American judge (1823–1897)

William Edward Miller (October 18, 1823 – November 8, 1897) was a justice of the Iowa Supreme Court from September 14, 1870, to December 31, 1875, having been appointed from Johnson County, Iowa.

==Early life, education, and career==
Born in Westmoreland County, Pennsylvania, Miller studied law in 1846 while working as molder in his father's foundry to support his family. In 1850, he was elected a justice of the peace, and in 1852 he moved to Iowa City, Iowa.
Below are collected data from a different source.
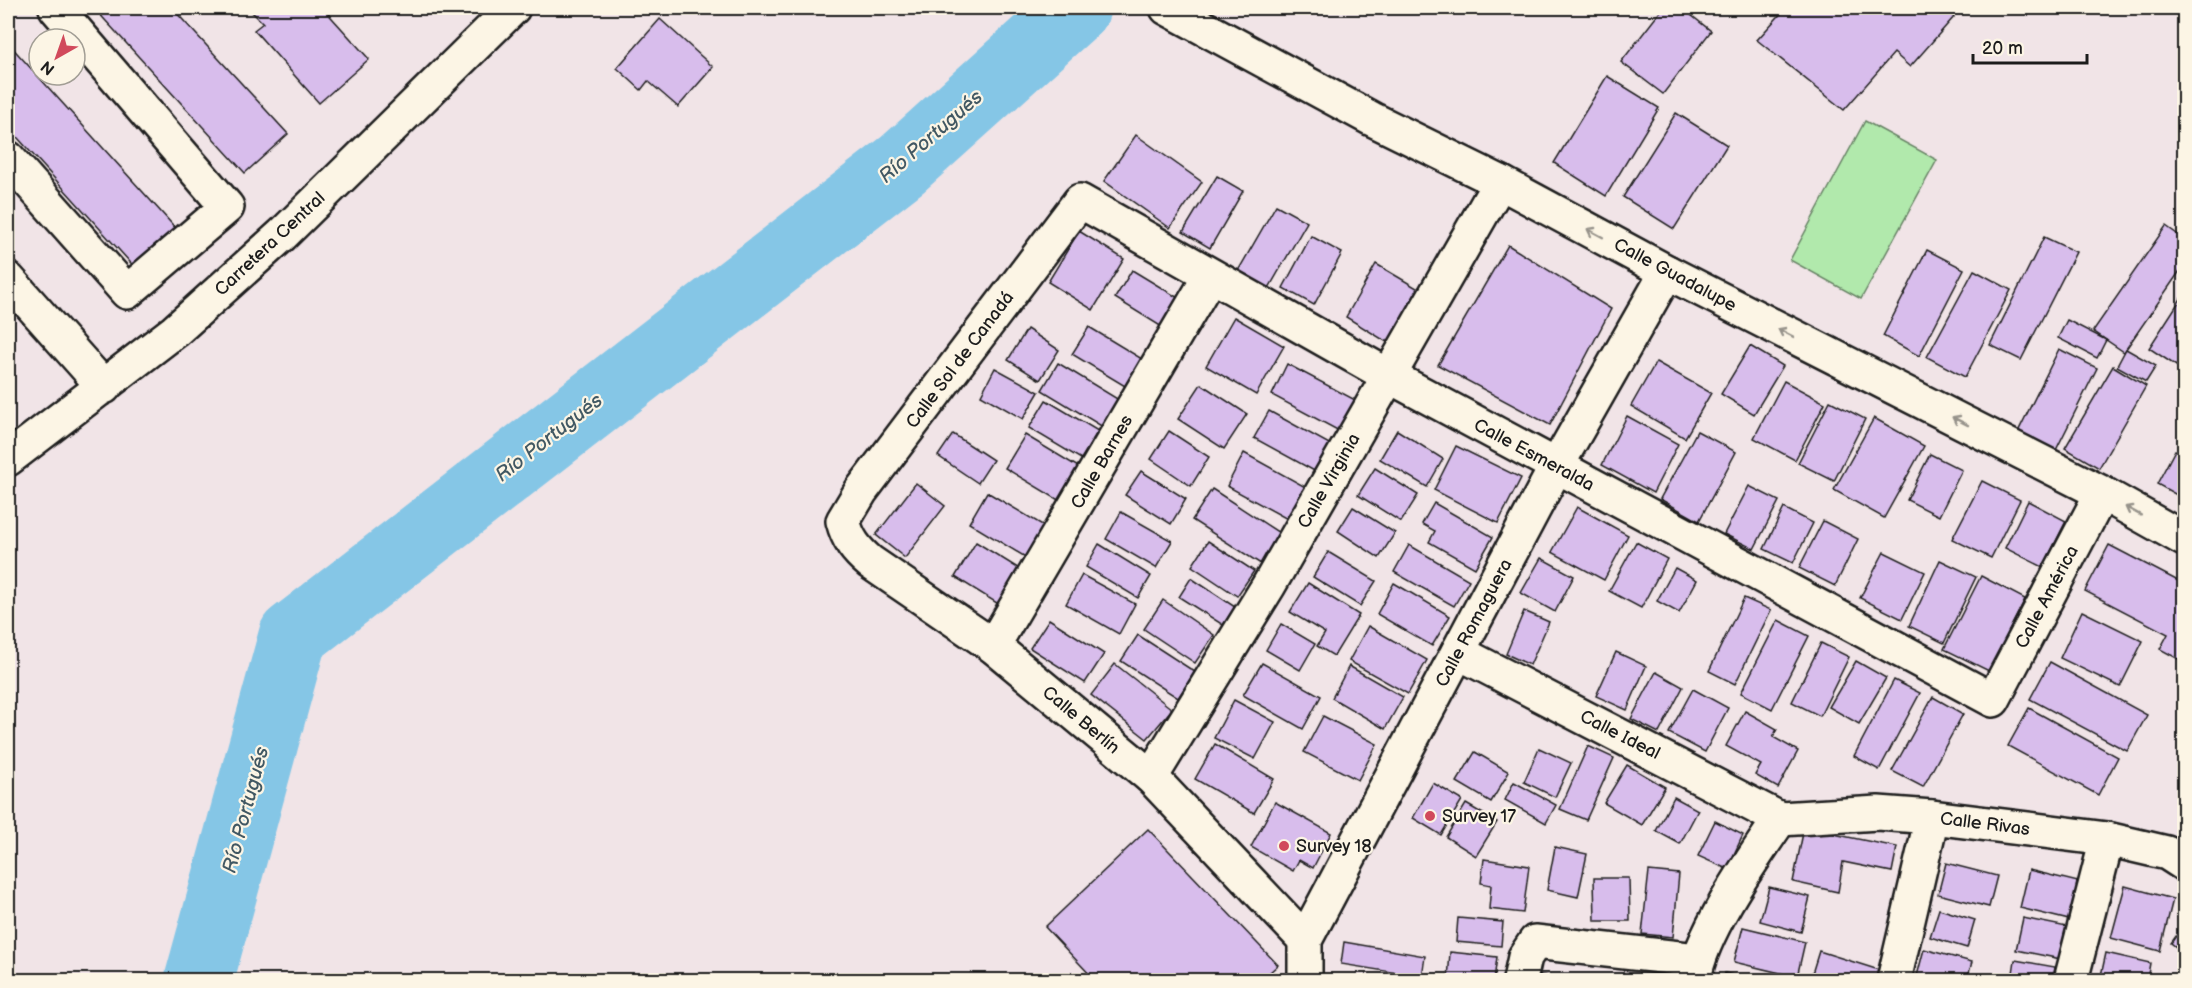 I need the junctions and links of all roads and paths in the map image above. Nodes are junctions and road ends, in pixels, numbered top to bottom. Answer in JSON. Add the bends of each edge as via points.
{"nodes":[{"id":1,"x":56,"y":8,"type":"edge"},
{"id":2,"x":513,"y":8,"type":"edge"},
{"id":3,"x":1167,"y":8,"type":"edge"},
{"id":4,"x":8,"y":158,"type":"edge"},
{"id":5,"x":1500,"y":182,"type":"junction"},
{"id":6,"x":1080,"y":201,"type":"joint"},
{"id":7,"x":1667,"y":272,"type":"junction"},
{"id":8,"x":1210,"y":276,"type":"junction"},
{"id":9,"x":8,"y":279,"type":"edge"},
{"id":10,"x":1389,"y":376,"type":"junction"},
{"id":11,"x":104,"y":387,"type":"junction"},
{"id":12,"x":8,"y":459,"type":"edge"},
{"id":13,"x":1556,"y":467,"type":"junction"},
{"id":14,"x":2102,"y":493,"type":"junction"},
{"id":15,"x":843,"y":521,"type":"joint"},
{"id":16,"x":2184,"y":539,"type":"edge"},
{"id":17,"x":993,"y":646,"type":"junction"},
{"id":18,"x":1458,"y":652,"type":"junction"},
{"id":19,"x":1993,"y":700,"type":"joint"},
{"id":20,"x":1151,"y":777,"type":"junction"},
{"id":21,"x":1932,"y":817,"type":"junction"},
{"id":22,"x":1780,"y":819,"type":"junction"},
{"id":23,"x":2108,"y":839,"type":"junction"},
{"id":24,"x":2184,"y":864,"type":"edge"},
{"id":25,"x":1305,"y":940,"type":"junction"},
{"id":26,"x":1696,"y":970,"type":"edge"},
{"id":27,"x":1305,"y":981,"type":"edge"},
{"id":28,"x":1520,"y":981,"type":"edge"},
{"id":29,"x":1894,"y":981,"type":"edge"},
{"id":30,"x":2071,"y":981,"type":"edge"}],
"edges":[{"from":1,"to":4,"type":"street","via":[[227,207],[127,292]]},
{"from":2,"to":11,"type":"street","name":"Carretera Central","via":[[282,234],[175,331]]},
{"from":3,"to":5,"type":"street","name":"Calle Guadalupe","via":[[1372,119]]},
{"from":7,"to":5,"type":"street","name":"Calle Guadalupe","one_way":true},
{"from":5,"to":10,"type":"street","name":"Calle Virginia"},
{"from":6,"to":8,"type":"street","name":"Calle Esmeralda"},
{"from":6,"to":15,"type":"street","name":"Calle Sol de Canadá","via":[[861,491]]},
{"from":7,"to":13,"type":"street","name":"Calle Romaguera"},
{"from":14,"to":7,"type":"street","name":"Calle Guadalupe","one_way":true},
{"from":8,"to":10,"type":"street","name":"Calle Esmeralda"},
{"from":8,"to":17,"type":"street","name":"Calle Barnes"},
{"from":9,"to":11,"type":"street"},
{"from":10,"to":13,"type":"street","name":"Calle Esmeralda"},
{"from":10,"to":20,"type":"street","name":"Calle Virginia","via":[[1269,585]]},
{"from":11,"to":12,"type":"street","name":"Carretera Central"},
{"from":13,"to":18,"type":"street","name":"Calle Romaguera"},
{"from":13,"to":19,"type":"street","name":"Calle Esmeralda"},
{"from":16,"to":14,"type":"street","name":"Calle Guadalupe","one_way":true},
{"from":14,"to":19,"type":"street","name":"Calle América"},
{"from":15,"to":17,"type":"street","name":"Calle Berlín","via":[[854,548],[870,562]]},
{"from":17,"to":20,"type":"street","name":"Calle Berlín"},
{"from":18,"to":22,"type":"street","name":"Calle Ideal"},
{"from":18,"to":25,"type":"street","name":"Calle Romaguera"},
{"from":20,"to":25,"type":"street","name":"Calle Berlín"},
{"from":21,"to":22,"type":"street","name":"Calle Rivas","via":[[1878,813]]},
{"from":21,"to":23,"type":"street","name":"Calle Rivas"},
{"from":21,"to":29,"type":"street"},
{"from":22,"to":26,"type":"street","via":[[1748,866]]},
{"from":23,"to":24,"type":"street","name":"Calle Rivas","via":[[2167,854]]},
{"from":23,"to":30,"type":"street"},
{"from":25,"to":27,"type":"street","name":"Calle Romaguera"},
{"from":26,"to":28,"type":"street","via":[[1535,942],[1525,957]]}]}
There he became a reporter and continued his studies, gaining admission to the bar in 1853.

In 1854 he was elected prosecuting attorney for Johnson County, Iowa, the only Republican elected. He served for two terms and then engaged In the general practice of law. He was nominated by the Republican party for a seat in the state legislature in 1857. In the following years he was elected judge of the Eighth district, comprising Benton, Cedar, Iowa, Johnson, Jones, Linn, and Tama counties.

==Military service and later judicial service==
In 1862, Miller retired from the bench to become a colonel in the 28th Iowa Infantry Regiment then organised at Camp Pope, near Iowa City. For two months he was engaged in drilling recruits, and in November of that year marched through Missouri to an encampment at Helena, Arkansas. The regiment engaged in various expeditions, but Miller "contracted a disease which meant death in the South", which forced him to return to Iowa in March 1863.

In 1864, Miller began writing law books, beginning with A Treatise on Pleading and Practice in Actions and Special Proceedings at Law and Equity in the Court of Iowa Under the Revision of 1860. He was appointed to a vacancy on the state supreme court in 1869, and elected to the court the following year, serving for part of his term as chief justice. He taught in the law department of the University of Iowa from 1871 to 1875, relocating to Des Moines, Iowa, where he remained until his death.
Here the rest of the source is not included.